Women are 5 of the Top 10 Most Prolific Inventors in 2023, According to the Latest Data

Five of the top 10 most prolific inventors for 2023 are women according to grants issued by the U.S. Patent and Trademark Office and conveyed by Harrity LLP’s patent analytics team. 

This represents a significant turnaround from recent inventing history but tells only part of the story because two of the women and four of the men are attributed to one company, Qualcomm Incorporated.

The Top Inventors List is based on the total number of U.S. utility patents that issued where the inventor was listed on the front of the utility patents.

Two of the top four individuals for 2023 are women from the same maker of wireless-related semiconductors, software, and services. Six of the top ten including men are Qualcomm employees. In 2022 only 17% of the inventors receiving international patents were women.

Just seven years ago in January 2017 Patentology articulated the sorry state of women inventors in a piece titled “The Most Prolific Inventors in the Past 25 Years.” 

Where are the Women?

“As will be apparent by now,” reported Patentology in 2017, “there are no women in the top 10 inventor list.  The USPTO does not collect or record the gender of inventors, however from inspection of the longer list I believe that the highest-ranked woman is Jody Akana, who comes in at number 34 with 699 patents.

“Unless women have full access to the same
circles of intellectual and creative activity as men,
we will not see equal representation of
women among our top inventors.”

“Akana is another member of Jony Ives’ design team at Apple, so hers are predominantly design patents.  Audrey Goddard, a genomics scientist who was recently appointed Vice President of Research and Development at uBiome, is probably the highest-ranked female based on utility patents, at number 50 with 580 patents to her name.

“It is, unfortunately, unsurprising that women do not feature highly among the most prolific inventors.  If the best indicator of inventive capacity is the opportunity to work with other prolific inventors, women have been at a distinct disadvantage for too long.

“The recent death of Vera Rubin – whose painstaking astronomical research provided the best evidence we have for the existence of ‘dark matter’ – highlights the problem.  Less famous than… well… pretty much any make astronomer you could name, in 1965 Rubin became the first woman to get viewing time at the Palomar Observatory, an opportunity previously denied to women, ostensibly on the basis that there were no female toilets.

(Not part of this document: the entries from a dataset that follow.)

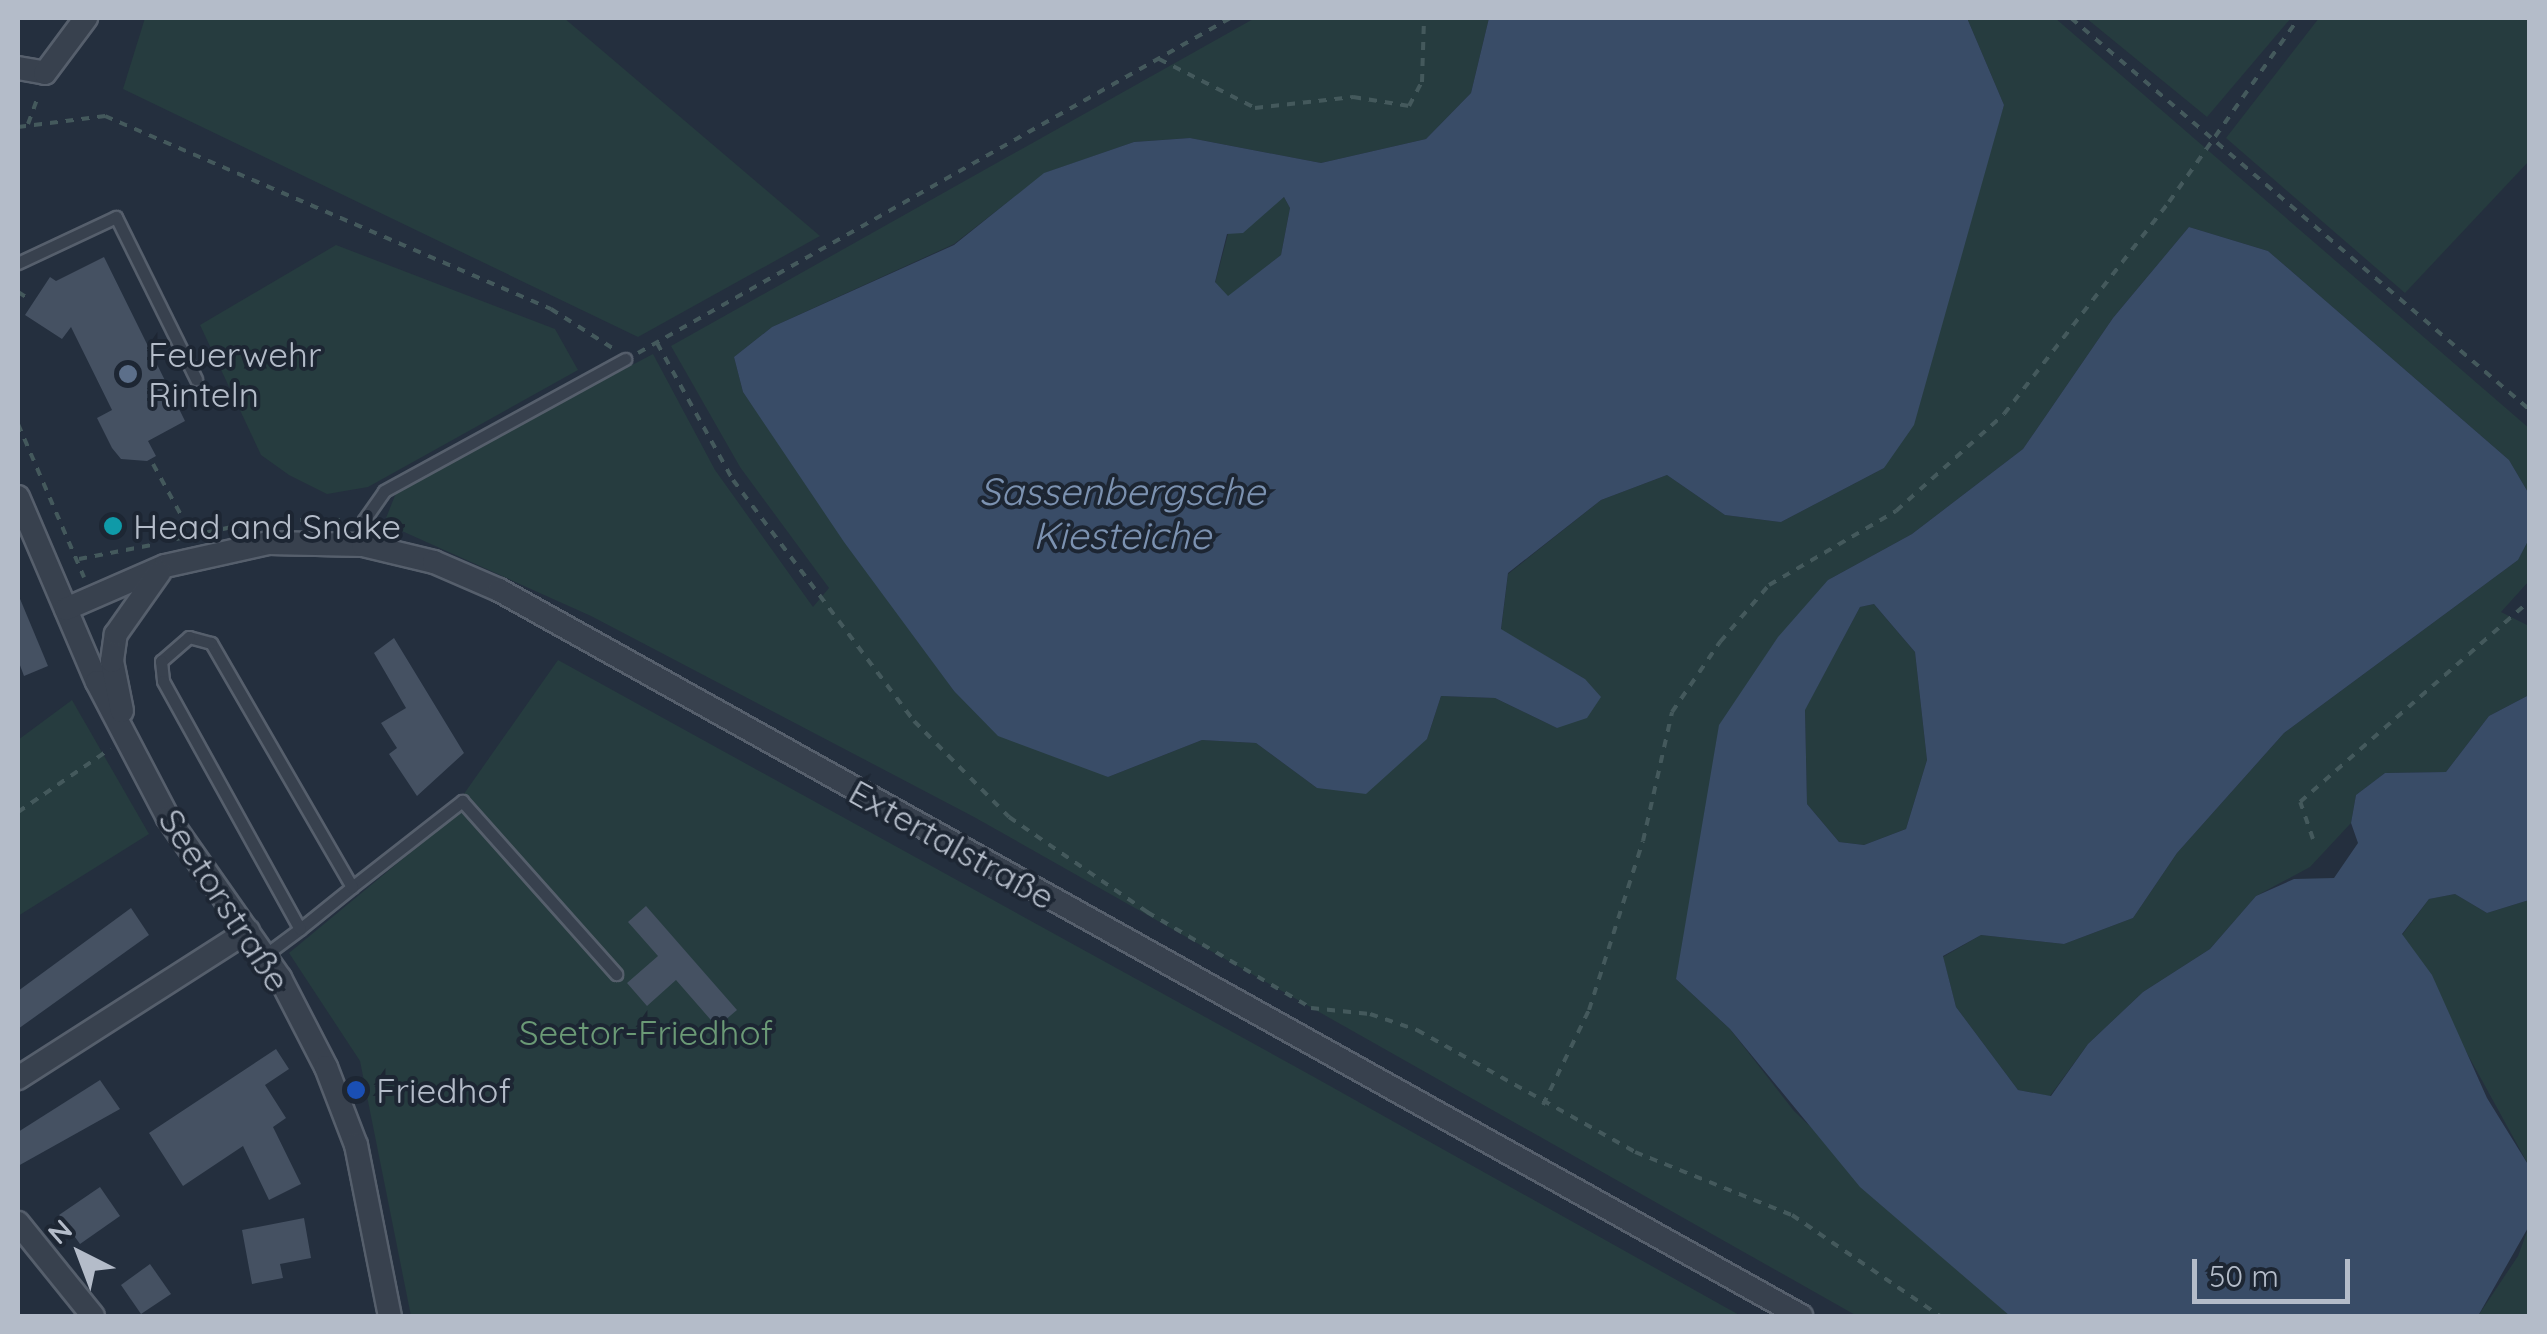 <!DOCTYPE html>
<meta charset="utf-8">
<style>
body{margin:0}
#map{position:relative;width:2547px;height:1334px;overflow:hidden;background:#242f3e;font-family:Quicksand,sans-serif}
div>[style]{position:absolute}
.green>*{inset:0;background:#263c3f}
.water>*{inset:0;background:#394c67}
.building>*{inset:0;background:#455162}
.path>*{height:4px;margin-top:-2px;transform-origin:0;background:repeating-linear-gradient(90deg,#44595c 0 8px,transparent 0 16px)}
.roads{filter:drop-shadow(2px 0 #565f6c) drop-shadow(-2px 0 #565f6c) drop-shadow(0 2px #565f6c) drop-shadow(0 -2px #565f6c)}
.lane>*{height:11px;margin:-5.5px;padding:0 5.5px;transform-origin:5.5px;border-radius:5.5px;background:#38414e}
.street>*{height:22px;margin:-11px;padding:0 11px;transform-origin:11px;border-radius:11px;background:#38414e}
.dots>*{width:28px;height:28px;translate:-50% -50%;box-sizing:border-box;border:5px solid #1d2633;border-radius:50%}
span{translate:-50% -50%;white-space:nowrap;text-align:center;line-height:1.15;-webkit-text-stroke:8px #1d2633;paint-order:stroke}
.poi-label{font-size:35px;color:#b4bcc9}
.left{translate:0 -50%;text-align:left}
.street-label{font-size:35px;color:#b4bcc9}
.park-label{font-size:35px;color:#6b9a76}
.water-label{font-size:38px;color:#7c92b1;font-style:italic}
.frame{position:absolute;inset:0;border:20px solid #b4bcc9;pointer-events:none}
.north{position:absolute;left:30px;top:1204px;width:100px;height:100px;-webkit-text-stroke:8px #1d2633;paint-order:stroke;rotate:318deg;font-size:28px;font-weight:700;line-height:40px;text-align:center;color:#b4bcc9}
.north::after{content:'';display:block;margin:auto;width:35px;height:45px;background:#b4bcc9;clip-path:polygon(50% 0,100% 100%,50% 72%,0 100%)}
.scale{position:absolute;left:2192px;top:1259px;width:158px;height:45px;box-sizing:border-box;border:5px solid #b4bcc9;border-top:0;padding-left:12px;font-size:30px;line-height:35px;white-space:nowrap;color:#b4bcc9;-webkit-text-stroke:8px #1d2633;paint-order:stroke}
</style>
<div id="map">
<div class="green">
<i style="clip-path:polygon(145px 18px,564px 18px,820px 236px,638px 337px,123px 89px)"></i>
<i style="clip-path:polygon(1255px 18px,1489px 18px,1471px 93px,1426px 139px,1321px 163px,1190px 138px,1134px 142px,1045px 173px,954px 244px,772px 327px,734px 357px,743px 392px,954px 691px,1108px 777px,1202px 740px,1256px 743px,1317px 788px,1427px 739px,1441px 696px,1495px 698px,1557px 728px,1585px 679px,1501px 630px,1508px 574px,1601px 500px,1667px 475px,1725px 515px,1781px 522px,1884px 468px,2004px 105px,1967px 18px,2055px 18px,2530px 429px,2529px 494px,2509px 460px,2268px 251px,2189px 227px,2113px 318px,2023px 449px,1912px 534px,1828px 580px,1676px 979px,1730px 1029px,1794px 1111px,2010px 1316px,1857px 1316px,974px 817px,591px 616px,384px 523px,398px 488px,653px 354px,715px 470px,813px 607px,829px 588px,740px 467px,671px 346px)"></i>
<i style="clip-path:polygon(2086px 18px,2291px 18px,2207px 117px)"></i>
<i style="clip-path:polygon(2319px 18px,2529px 18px,2529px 161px,2405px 293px,2226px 138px)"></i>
<i style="clip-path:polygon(1284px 197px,1290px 208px,1281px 255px,1228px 297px,1215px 283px,1228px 234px)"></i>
<i style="clip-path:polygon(336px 245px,555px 329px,578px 370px,368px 487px,327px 494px,289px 475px,261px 455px,200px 325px)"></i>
<i style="clip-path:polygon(2529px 539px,2529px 581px,2501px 612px,2529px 626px,2529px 695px,2489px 716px,2446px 772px,2385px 773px,2356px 795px,2351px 823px,2310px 867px,2256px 896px,2210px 949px,2143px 992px,2088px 1044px,2050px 1096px,2018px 1090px,1956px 1007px,1943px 957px,1981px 935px,2064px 944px,2133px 918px,2177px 853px,2284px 733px,2518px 560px)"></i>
<i style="clip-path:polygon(1874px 604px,1915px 652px,1927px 760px,1906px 829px,1864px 845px,1839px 842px,1807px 804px,1805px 709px,1860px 607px)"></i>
<i style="clip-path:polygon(558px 660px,1314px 1077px,1741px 1316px,411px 1316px,360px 1061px,289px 953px,440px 828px)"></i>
<i style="clip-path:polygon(72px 700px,149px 834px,18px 916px,18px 740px)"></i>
<i style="clip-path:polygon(2455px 894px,2487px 913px,2529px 900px,2529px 1166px,2402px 935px,2429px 899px)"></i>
<i style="clip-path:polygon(2529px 1226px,2529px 1316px,2478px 1316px,2518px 1256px)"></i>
</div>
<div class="water">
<i style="clip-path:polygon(evenodd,1489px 18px,1967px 18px,2004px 105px,1914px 425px,1884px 468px,1781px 522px,1725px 515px,1667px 475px,1601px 500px,1508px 573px,1501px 629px,1585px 679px,1601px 697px,1587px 718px,1557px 728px,1495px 698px,1441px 696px,1427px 739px,1366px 794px,1317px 788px,1256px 743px,1202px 740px,1108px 777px,998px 736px,954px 691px,844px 542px,743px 392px,734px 357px,772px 327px,954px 245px,1044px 173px,1134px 142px,1190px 138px,1321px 163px,1426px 139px,1471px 93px,1489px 18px,1284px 197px,1290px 208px,1281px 255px,1228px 296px,1215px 282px,1227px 234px,1243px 233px,1284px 197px)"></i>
<i style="clip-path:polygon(evenodd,2189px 227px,2268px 251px,2509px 460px,2529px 494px,2529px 539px,2518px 560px,2284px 733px,2177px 853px,2133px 918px,2064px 944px,1981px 935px,1943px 956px,1956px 1007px,2018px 1090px,2051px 1096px,2088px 1044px,2143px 992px,2210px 949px,2256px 896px,2294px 879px,2334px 878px,2358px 843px,2351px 823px,2356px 795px,2385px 773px,2446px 772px,2489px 716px,2529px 695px,2529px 900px,2487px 913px,2455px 894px,2429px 899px,2402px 934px,2432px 975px,2487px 1098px,2529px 1166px,2529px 1226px,2478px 1316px,2010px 1316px,1860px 1187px,1730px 1029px,1676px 979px,1719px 725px,1778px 637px,1828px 580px,1912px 534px,2023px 449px,2113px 318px,2189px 227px,1874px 604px,1915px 652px,1927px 760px,1906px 829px,1864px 845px,1839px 842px,1807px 804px,1805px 710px,1860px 607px,1874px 604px)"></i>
</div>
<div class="building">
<i style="clip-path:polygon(104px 257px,185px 421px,148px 441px,156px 456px,147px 461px,121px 459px,112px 448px,97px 418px,112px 410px,71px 327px,62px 339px,25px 315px,50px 277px,56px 281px)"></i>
<i style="clip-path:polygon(18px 594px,48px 666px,24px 676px,18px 660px)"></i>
<i style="clip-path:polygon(394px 638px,464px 753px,417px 796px,389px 754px,397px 748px,381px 723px,406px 708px,374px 653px)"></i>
<i style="clip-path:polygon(646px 906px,737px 1010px,717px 1027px,676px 980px,647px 1006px,627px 983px,658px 956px,628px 922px)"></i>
<i style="clip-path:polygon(131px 908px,149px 935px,18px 1029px,18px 991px)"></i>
<i style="clip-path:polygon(276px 1049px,289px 1069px,265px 1085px,286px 1118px,273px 1127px,301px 1184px,269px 1200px,243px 1146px,183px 1186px,149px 1133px)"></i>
<i style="clip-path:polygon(100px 1080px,120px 1109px,18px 1166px,18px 1132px)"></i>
<i style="clip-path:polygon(100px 1187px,120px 1216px,80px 1244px,59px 1215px)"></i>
<i style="clip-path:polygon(304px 1218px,311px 1258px,280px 1264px,283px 1278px,252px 1284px,242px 1230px)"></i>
<i style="clip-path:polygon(150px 1264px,171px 1294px,141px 1314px,121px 1285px)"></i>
</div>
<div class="path">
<i style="left:2071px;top:18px;width:604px;rotate:40.5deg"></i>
<i style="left:1159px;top:59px;width:108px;rotate:27deg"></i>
<i style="left:1255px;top:108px;width:99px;rotate:-6.4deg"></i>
<i style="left:1353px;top:97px;width:57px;rotate:9.1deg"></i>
<i style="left:1409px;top:106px;width:27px;rotate:-62deg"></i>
<i style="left:1422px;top:82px;width:64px;rotate:-88.2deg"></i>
<i style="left:28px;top:124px;width:30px;rotate:-70deg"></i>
<i style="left:18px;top:127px;width:88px;rotate:-7.2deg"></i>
<i style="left:105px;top:116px;width:486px;rotate:23.4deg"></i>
<i style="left:551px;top:309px;width:75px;rotate:32.4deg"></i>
<i style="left:18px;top:292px;width:13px;rotate:32deg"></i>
<i style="left:657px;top:343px;width:157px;rotate:61deg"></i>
<i style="left:733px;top:480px;width:301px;rotate:53.1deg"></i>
<i style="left:914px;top:721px;width:135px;rotate:45.3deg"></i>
<i style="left:1009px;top:817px;width:168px;rotate:34.5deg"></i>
<i style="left:1147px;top:912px;width:190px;rotate:30.3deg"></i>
<i style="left:1311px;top:1008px;width:59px;rotate:5.8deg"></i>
<i style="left:1370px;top:1014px;width:50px;rotate:18.8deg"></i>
<i style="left:1417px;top:1030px;width:250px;rotate:29.2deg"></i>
<i style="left:1635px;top:1152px;width:169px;rotate:21.9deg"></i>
<i style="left:1792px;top:1215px;width:179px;rotate:34.3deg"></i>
<i style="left:638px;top:353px;width:680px;rotate:-29.5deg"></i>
<i style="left:18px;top:424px;width:167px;rotate:66.7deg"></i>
<i style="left:153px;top:464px;width:81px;rotate:61.2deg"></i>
<i style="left:284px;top:520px;width:66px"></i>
<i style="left:176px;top:539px;width:91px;rotate:-12.1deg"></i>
<i style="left:79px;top:559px;width:79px;rotate:-10.9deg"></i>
<i style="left:18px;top:812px;width:112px;rotate:-34.4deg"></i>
<i style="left:2313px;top:839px;width:39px;rotate:-109deg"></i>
<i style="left:2300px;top:802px;width:305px;rotate:-41.2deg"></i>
<i style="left:1543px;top:1105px;width:106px;rotate:-64.2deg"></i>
<i style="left:1589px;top:1010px;width:177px;rotate:-72.3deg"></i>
<i style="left:1643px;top:841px;width:132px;rotate:-77.3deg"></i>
<i style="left:1672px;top:712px;width:85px;rotate:-55.6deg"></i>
<i style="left:1720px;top:642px;width:75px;rotate:-49.3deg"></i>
<i style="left:1769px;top:585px;width:147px;rotate:-30.2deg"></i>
<i style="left:1896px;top:511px;width:145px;rotate:-41.9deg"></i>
<i style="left:2004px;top:414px;width:269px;rotate:-52.1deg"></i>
<i style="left:2169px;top:202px;width:225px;rotate:-54.8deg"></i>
</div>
<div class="roads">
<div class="lane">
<i style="left:18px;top:263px;width:108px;rotate:-25.1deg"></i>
<i style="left:116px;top:217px;width:181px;rotate:63.7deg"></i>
<i style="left:363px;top:545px;width:25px;rotate:-88deg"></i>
<i style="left:364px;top:520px;width:35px;rotate:-55deg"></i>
<i style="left:384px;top:491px;width:275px;rotate:-28.7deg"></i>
<i style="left:352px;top:887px;width:140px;rotate:-38deg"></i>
<i style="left:462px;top:801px;width:232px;rotate:48.3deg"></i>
<i style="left:265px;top:955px;width:44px;rotate:-36.6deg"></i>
<i style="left:300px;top:929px;width:67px;rotate:-38.9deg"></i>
<i style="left:352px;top:887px;width:282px;rotate:-120deg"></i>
<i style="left:211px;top:643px;width:23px;rotate:-165deg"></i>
<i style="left:189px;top:637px;width:37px;rotate:139deg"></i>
<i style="left:161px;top:661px;width:20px;rotate:84deg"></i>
<i style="left:163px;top:681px;width:283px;rotate:61.1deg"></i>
</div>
<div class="street">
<i style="left:18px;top:68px;width:27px;rotate:10deg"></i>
<i style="left:45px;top:73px;width:69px;rotate:-53.3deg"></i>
<i style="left:18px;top:497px;width:201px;rotate:66.9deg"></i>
<i style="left:97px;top:682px;width:153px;rotate:62.4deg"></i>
<i style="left:168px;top:818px;width:195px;rotate:55deg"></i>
<i style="left:280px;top:978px;width:100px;rotate:62.7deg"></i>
<i style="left:326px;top:1067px;width:84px;rotate:69deg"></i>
<i style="left:356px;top:1145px;width:174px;rotate:78.8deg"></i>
<i style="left:66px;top:609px;width:108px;rotate:-23.5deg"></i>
<i style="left:165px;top:566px;width:107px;rotate:-12.5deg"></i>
<i style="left:269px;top:543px;width:94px;rotate:1.2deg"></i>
<i style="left:363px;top:545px;width:73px;rotate:13.5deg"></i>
<i style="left:434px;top:562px;width:71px;rotate:23.3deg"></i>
<i style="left:499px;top:590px;width:1491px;rotate:29.14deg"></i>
<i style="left:122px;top:711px;width:51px;rotate:-101.3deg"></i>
<i style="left:112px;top:661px;width:27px;rotate:-82deg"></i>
<i style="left:116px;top:634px;width:75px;rotate:-54.8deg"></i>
<i style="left:18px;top:1078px;width:273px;rotate:-32.6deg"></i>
<i style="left:18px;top:1223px;width:119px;rotate:51.1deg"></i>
</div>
</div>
<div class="dots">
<i style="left:128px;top:374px;background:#5c6f8a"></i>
<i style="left:113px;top:526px;background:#0f9aa8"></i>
<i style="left:356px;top:1090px;background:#1a4fb4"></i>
</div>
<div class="poi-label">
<span class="left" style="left:148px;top:374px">Feuerwehr<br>Rinteln</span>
<span class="left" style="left:133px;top:526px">Head and Snake</span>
<span class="left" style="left:376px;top:1090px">Friedhof</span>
</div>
<div class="street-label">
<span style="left:952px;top:844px;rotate:29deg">Extertalstraße</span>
<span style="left:225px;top:900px;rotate:57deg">Seetorstraße</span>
</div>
<div class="park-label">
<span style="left:646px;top:1032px">Seetor-Friedhof</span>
</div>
<div class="water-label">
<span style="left:1122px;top:514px">Sassenbergsche<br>Kiesteiche</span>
</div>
<div class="frame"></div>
<div class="north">N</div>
<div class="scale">50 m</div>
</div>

“She chose to study the density of stars in galaxies, despite having done important work on pulsars, because it was a less fashionable subject, and she would not have to spend so much effort vying for attention against male astronomers seeking to make names for themselves.

“Unless women have full access to the same circles of intellectual and creative activity as men, we will not see equal representation of women among our top inventors.”

What has changed?

More women are studying engineering and more are being hired from outside of the U.S. by the largest businesses. Industry and company strategy are a significant influence as to who gets hired and with what experience. Technology companies tend to patent more aggressively than say pharma companies and need more researchers to achieve lofty patents counts and establish terrrain.

Qualcomm, one of the largest and most active patent licensors, appears to be an outlier on many levels, including R&D. Are there simply more names on Qualcomm patents than other assignees?

Is China less supportive to women in research, encouraging them to seek more conducive environments and employers? Or is it simply a matter of which company, or nation, can offer the most attractive compensation?

It would appear that of the many foreign graduate students who study engineering in the U.S., not all elect to return home.

Who are today’s most inventive women and men?

(M) Tao Luo – Qualcomm – Born in China
(M) Junny Li – Qualcomm – China
(F) Xiania Zhang – Qualcomm – China
(F) Jing Sun – Ford and U. of Michigan – China
(M) Peter Gaal – Qualcomm Fellow – Hungary
(M) Frederick E. Shelton, IV – Johnson & Johnson – U.S.
(F) Young Zhou – Qualcomm –
(M) Woushi Chen – Qualcomm –
(F) Shan Liu – GlaxoSmithKline – China
(F) Li Zhang – ByteDance, Inc. (formerly with Qualcomm) – China.

Additionally, nine of the top ten inventors receiving U.S. patents are foreign born. The U.S. has frequently benefitted from engineers and scientists who prefer to live and work here.

The lone American, Frederick E. Shelton, IV, is said to be responsible for $14 billion in value for Johnson & Johnson. Lisa Seacast Delucca was said to have been “the second most prolific inventor in the world” and the leading inventor at IBM Research, although it is unclear if the data fully supports that.

Only 17% of inventors holding international patents were women in 2022, while 83% were men, the United Nations finds. And women remain “significantly underrepresented” in STEM occupations, according to the World Economic Forum’s latest Global Gender Gap Report.

Tap here for the 2023 list of the top 100 inventors.

* In an earlier draft of this article, inventors number one and two on the list, Tao Luo and Juny Li, were correctly identified as Qualcomm researchers, but are male. Multiple same names and similar spellings can make it difficult to discern the the sources of patented inventions. An IP CloseUp reader graciously shared the correct data.